## What is being asked:
Word for word and without images, reproduce the listing that follows.

Data to use START

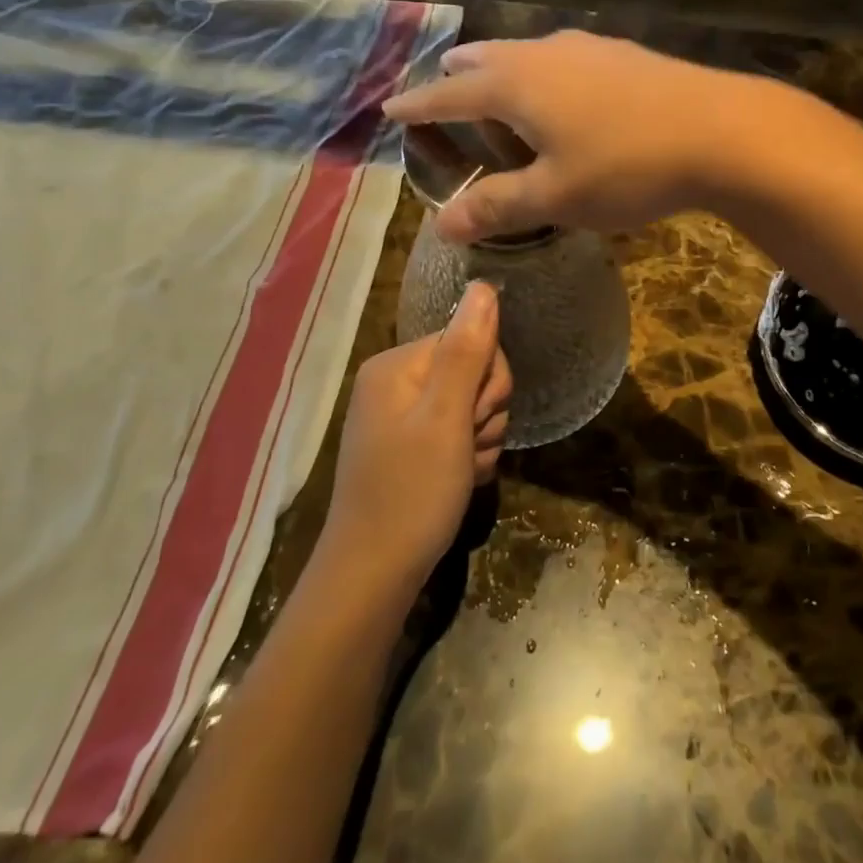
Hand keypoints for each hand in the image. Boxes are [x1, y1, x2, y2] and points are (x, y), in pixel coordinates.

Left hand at [317, 282, 511, 590]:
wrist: (374, 577)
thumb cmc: (411, 493)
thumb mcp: (447, 418)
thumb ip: (468, 349)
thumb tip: (485, 285)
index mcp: (397, 365)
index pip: (471, 339)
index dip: (488, 380)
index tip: (475, 420)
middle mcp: (396, 383)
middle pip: (474, 371)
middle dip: (485, 412)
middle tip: (467, 447)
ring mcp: (402, 417)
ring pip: (473, 406)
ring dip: (482, 439)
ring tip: (462, 471)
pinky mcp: (411, 447)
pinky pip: (460, 433)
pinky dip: (470, 457)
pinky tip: (460, 481)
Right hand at [381, 31, 770, 243]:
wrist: (721, 130)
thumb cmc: (626, 166)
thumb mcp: (555, 197)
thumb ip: (497, 206)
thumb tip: (442, 225)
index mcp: (516, 85)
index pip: (449, 94)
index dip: (417, 106)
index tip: (390, 108)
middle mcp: (545, 53)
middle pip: (486, 59)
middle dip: (460, 77)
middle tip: (444, 88)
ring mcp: (589, 47)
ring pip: (529, 53)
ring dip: (505, 71)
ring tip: (501, 90)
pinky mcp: (626, 54)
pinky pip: (566, 59)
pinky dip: (546, 75)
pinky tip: (568, 93)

Data to use END

## Result of this exercise:
Hand keypoints for each hand in the image. Boxes are [x1, y1, x2, y2] and points are (x, y), in pixel coordinates.

Left hand at [317, 282, 511, 590]:
wrist: (374, 577)
thumb cmc: (411, 493)
thumb mcp: (447, 418)
thumb ip: (468, 349)
thumb tip: (485, 285)
index mcp: (397, 365)
index pip: (471, 339)
index dip: (488, 380)
index tip: (475, 420)
middle mcp: (396, 383)
middle pip: (474, 371)
middle dip: (485, 412)
middle tip: (467, 447)
ring mcp: (402, 417)
ring pip: (473, 406)
ring dip: (482, 439)
ring tip: (462, 471)
pinky mcp: (411, 447)
pinky pip: (460, 433)
pinky dip: (470, 457)
pinky tip: (460, 481)
Right hand at [381, 31, 770, 243]:
wrist: (721, 130)
thumb cmc: (626, 166)
thumb mcp: (555, 197)
thumb ip: (497, 206)
thumb tip: (442, 225)
index mcp: (516, 85)
index pip: (449, 94)
index dip: (417, 106)
index tip: (390, 108)
middle mcp: (545, 53)
middle pip: (486, 59)
middle dip: (460, 77)
middle tip: (444, 88)
ring mcp: (589, 47)
ring pip: (529, 53)
ring dip: (505, 71)
ring tip: (501, 90)
pinky mcp: (626, 54)
pinky pip: (566, 59)
pinky dip: (546, 75)
pinky tip: (568, 93)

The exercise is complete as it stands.